There is a drum kit, mic stands, a Roland Digital Piano-Keyboard and a couple guitar stands lurking in the background, behind your pastor/priest/celebrant, these days.
There are new faces on the altar/stage/platform at your local place of Worship. They could be your neighbors or butcher or banker. One could even be the Youth Pastor, putting his bass guitar prowess for the congregation to see and hear.
They call themselves the worship team. It is their job to:
- Provide a spiritual ambiance
- Lead us into worship
- Help us sing praises to God
- Tie the music into the message
- Play us out into the rest of our week
Without disrespecting The Cross or the sanctity of the altar, Contemporary Christian Music has become an important component to our Sunday Service -be it 9:30 – 10:00 – 11:00, Saturday nite or Sunday morning.
Pick-a-pew, grab a chair, just paling sit yourself down and rock like “there is always a tomorrow”, for Believers in Our Lord Jesus Christ. Praise & Worship is after all, pleasing to God, whether you have the words scrolled on video screens or not. Chances are that they are the same songs you are singing to on the car radio.
The driving force and the provider of that worldwide radio signal is K-Love.
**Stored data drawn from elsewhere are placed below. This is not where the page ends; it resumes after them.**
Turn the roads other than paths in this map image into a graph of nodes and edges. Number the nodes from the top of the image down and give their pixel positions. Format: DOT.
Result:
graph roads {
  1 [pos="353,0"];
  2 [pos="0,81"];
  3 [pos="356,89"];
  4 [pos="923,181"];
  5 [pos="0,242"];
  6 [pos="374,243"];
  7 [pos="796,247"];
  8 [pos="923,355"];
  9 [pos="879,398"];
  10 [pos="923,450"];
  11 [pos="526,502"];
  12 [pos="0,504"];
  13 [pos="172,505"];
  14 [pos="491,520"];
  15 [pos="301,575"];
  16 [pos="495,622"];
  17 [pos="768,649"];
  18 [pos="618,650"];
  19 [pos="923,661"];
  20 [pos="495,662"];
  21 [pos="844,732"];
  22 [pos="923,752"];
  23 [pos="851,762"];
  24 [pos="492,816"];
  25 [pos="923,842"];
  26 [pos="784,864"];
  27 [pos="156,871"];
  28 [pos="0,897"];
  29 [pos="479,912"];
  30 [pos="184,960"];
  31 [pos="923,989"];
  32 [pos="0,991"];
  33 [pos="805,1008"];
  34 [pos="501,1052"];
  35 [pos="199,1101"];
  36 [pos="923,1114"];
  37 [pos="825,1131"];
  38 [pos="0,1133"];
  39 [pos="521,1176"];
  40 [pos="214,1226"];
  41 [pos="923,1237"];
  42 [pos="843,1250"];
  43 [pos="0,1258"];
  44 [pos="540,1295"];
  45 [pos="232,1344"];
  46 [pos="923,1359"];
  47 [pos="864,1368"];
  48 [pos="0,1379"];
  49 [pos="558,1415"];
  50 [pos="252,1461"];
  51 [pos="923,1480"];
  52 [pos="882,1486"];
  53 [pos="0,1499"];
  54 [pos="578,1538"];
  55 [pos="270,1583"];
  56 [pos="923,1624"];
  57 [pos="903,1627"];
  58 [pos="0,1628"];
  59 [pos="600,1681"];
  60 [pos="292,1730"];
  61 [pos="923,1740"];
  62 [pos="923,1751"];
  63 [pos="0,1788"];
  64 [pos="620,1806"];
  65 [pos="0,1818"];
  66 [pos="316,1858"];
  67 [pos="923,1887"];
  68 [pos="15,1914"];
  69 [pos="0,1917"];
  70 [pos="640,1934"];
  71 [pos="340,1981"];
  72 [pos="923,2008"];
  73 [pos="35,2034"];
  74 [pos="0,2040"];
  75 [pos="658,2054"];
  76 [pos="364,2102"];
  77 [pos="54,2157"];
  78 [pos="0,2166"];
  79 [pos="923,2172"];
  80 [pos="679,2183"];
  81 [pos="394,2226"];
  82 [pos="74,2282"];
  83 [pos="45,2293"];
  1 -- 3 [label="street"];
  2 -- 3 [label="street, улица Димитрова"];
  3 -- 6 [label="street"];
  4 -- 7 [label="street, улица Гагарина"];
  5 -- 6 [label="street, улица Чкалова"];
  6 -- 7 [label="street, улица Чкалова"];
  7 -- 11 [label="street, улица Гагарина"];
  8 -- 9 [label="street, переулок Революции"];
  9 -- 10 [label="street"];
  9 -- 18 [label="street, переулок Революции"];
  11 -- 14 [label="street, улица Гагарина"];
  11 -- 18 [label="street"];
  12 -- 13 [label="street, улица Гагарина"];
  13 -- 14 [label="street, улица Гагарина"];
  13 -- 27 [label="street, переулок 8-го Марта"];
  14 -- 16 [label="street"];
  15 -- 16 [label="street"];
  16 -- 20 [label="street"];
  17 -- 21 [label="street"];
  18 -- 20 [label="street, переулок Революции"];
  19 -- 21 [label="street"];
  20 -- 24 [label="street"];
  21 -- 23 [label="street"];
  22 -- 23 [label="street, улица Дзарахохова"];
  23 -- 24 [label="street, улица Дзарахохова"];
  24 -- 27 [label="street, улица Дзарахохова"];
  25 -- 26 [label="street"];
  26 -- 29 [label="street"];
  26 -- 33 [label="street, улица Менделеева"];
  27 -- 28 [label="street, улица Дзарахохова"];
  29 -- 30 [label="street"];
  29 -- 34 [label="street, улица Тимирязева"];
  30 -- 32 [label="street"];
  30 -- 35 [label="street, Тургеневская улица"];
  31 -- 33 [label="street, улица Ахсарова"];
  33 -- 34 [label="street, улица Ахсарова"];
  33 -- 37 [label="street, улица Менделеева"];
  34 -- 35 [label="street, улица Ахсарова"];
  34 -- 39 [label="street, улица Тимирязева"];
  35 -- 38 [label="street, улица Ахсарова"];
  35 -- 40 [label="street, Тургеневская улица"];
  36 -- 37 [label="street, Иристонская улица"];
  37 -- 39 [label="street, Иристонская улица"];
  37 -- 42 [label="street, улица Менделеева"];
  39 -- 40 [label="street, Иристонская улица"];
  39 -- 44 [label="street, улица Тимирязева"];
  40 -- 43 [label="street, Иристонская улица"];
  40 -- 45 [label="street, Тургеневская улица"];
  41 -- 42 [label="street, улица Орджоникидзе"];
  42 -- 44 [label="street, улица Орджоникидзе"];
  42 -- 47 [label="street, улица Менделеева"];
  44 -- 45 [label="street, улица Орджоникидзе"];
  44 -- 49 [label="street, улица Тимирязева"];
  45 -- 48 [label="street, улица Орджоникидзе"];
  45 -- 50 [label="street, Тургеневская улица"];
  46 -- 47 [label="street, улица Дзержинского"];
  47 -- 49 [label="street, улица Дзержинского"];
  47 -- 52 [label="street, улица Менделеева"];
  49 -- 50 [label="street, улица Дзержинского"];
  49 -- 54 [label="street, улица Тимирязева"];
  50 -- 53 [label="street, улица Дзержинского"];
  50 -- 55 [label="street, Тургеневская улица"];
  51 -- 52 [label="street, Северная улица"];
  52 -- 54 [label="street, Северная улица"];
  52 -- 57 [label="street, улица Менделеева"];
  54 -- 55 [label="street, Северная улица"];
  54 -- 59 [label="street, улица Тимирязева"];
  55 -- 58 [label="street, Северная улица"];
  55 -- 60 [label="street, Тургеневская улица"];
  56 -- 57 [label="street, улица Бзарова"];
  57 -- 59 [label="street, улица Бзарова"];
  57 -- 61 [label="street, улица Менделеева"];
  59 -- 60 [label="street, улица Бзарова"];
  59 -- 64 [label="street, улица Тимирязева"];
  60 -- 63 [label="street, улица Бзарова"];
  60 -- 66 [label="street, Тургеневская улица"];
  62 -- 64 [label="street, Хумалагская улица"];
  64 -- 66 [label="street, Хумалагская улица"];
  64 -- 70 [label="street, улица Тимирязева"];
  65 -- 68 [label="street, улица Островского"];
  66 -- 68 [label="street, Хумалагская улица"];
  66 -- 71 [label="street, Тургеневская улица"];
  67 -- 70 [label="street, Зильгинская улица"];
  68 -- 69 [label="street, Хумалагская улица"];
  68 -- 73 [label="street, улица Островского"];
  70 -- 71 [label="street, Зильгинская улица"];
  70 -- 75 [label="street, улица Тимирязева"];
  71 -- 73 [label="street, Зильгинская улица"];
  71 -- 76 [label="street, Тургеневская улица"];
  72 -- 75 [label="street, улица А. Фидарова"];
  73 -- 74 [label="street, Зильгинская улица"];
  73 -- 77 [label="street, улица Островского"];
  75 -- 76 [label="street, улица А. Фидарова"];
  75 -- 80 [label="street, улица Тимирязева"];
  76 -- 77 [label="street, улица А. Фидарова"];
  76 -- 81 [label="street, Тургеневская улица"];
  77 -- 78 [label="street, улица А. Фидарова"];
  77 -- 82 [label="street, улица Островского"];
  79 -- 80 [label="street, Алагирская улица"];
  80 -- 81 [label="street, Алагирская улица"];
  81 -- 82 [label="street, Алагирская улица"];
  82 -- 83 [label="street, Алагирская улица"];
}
Anywhere you drive, somewhere on your radio dial you will run into a K-Love radio station.
K-Love (stylized K-LOVE) is a contemporary Christian music radio programming service in the United States operated by the Educational Media Foundation (EMF). As of March 2013, the network’s programming is simulcast on over 440 FM stations and translators in 47 states. K-Love has about 12 million listeners each week in cities including Chicago, Denver, Des Moines, Nashville, New York City, Philadelphia, Phoenix, Sacramento, San Antonio, San Diego, and Seattle. It is also the sixth-most online-streamed station in the world. (Wikipedia)
Now that’s a whole lot of people. And it is listener supported to boot! That means it is funded by the very folks who are listening. But unlike Sirius Satellite Radio, anyone can listen for free if they choose. This is an great example of spreading the Word.
But the subject of this article is not listening to FM radio; the worship music being played in our churches is.
In the one room churches of the 19th Century, hymns, a type of song, usually religious, specifically written for the purpose of adoration or prayer (We won’t go so far back as the Psalms of David; they are easy Biblical reading, but the melodies escapes us).
It is not like hymns aren’t sung anymore – of coarse they are. However, we at Vulgate Media subscribe to the mantra of “telling the Truth in a New Way”. “A Mighty Fortress is Our God” by Martin Luther does not qualify for the purposes here. But who doesn’t sing “How Great Thou Art” with all their heart once in a while?
In the coming weeks I will explore the men and women who write contemporary Christian music, like Kristian Stanfill, Chris Tomlin, Matt Redman, Francesca Battistelli, and others. I will also show why they are great for spreading the truth and a benefit to the Church.